Yasmine Raso13 October 2025
Invest superannuation

Despite international shares riding the highs of a US federal rate cut and the ever in-vogue artificial intelligence (AI) thematic, Australian shares are expected to offset this strong performance in super fund investments last month over rising inflation fears.

According to the latest estimated figures from research house, SuperRatings, the median balanced option generated 0.8 per cent in returns for members over the month of September, with expectations reaching 3.6 per cent in returns for the first quarter of the new financial year.

SuperRatings also estimates the median growth option to return 0.9 per cent in September and the median capital stable option to return 0.5 per cent.

The firm’s data on pension returns during the month of September were also in positive territory, with the median balanced pension option estimated to return 0.9 per cent, the median capital stable pension option at 0.6 per cent and the median growth pension option at 1.0 per cent.

“While international markets have performed well this month, Australian shares are expected to have a dampening effect on overall returns as fears that higher than expected levels of inflation will reduce the likelihood of further rate cuts” Kirby Rappell, Director of SuperRatings, said.

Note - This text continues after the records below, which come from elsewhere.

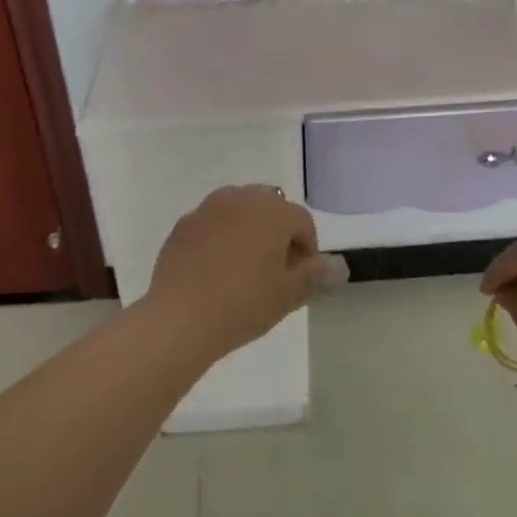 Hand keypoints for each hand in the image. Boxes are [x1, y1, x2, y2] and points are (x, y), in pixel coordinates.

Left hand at [144, 187, 328, 363]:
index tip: (301, 278)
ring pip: (240, 211)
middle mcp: (241, 198)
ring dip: (249, 230)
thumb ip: (315, 274)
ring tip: (246, 267)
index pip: (303, 222)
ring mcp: (207, 209)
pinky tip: (217, 269)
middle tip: (276, 270)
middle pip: (271, 208)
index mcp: (273, 211)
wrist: (179, 319)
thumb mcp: (288, 294)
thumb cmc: (244, 304)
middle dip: (278, 232)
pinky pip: (213, 223)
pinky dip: (221, 237)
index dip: (308, 250)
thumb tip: (337, 266)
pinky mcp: (183, 225) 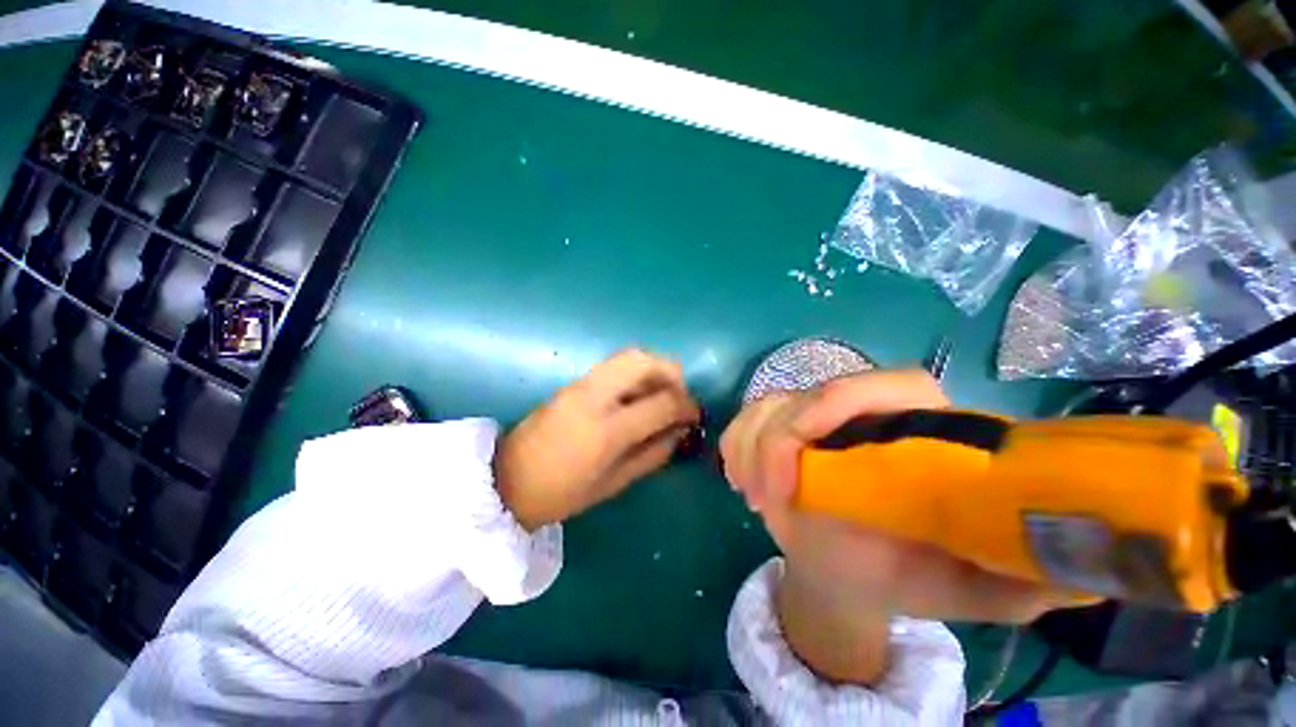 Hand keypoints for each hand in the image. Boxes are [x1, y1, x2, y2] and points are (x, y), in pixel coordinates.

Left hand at [496, 349, 699, 530]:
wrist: (505, 481)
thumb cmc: (562, 494)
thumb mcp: (615, 483)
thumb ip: (653, 454)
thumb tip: (680, 431)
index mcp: (607, 431)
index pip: (661, 402)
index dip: (686, 406)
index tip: (694, 415)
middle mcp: (594, 397)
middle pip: (644, 361)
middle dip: (672, 373)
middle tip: (679, 396)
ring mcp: (580, 384)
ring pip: (629, 356)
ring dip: (654, 369)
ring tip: (661, 393)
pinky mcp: (573, 381)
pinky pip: (614, 365)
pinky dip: (635, 372)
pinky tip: (638, 394)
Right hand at [721, 370, 1078, 682]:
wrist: (848, 572)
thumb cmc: (907, 576)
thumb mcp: (968, 588)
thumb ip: (1020, 580)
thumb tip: (1083, 576)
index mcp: (921, 432)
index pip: (889, 385)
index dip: (839, 405)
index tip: (804, 459)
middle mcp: (864, 412)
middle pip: (809, 395)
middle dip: (775, 444)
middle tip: (766, 503)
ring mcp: (814, 415)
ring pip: (767, 404)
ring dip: (750, 450)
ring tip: (755, 500)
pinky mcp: (779, 425)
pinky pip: (745, 419)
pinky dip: (735, 446)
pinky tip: (741, 481)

“Over recent years we have seen a shift in super fund investments towards a more equal mix of Australian and international shares, compared to the historically higher Australian shares allocation.

“We continue to see the benefits of having a range of asset types, regions and sectors with a long-term focus.

“For most of us, super is a long-term investment, and we encourage members to formulate and stick to a long-term plan that is suitable for them.

“Funds provide a range of education, tools and advice that can help members work out a suitable strategy, or members can seek independent financial advice, just make sure to check on and be comfortable with any cost for advice before going ahead.”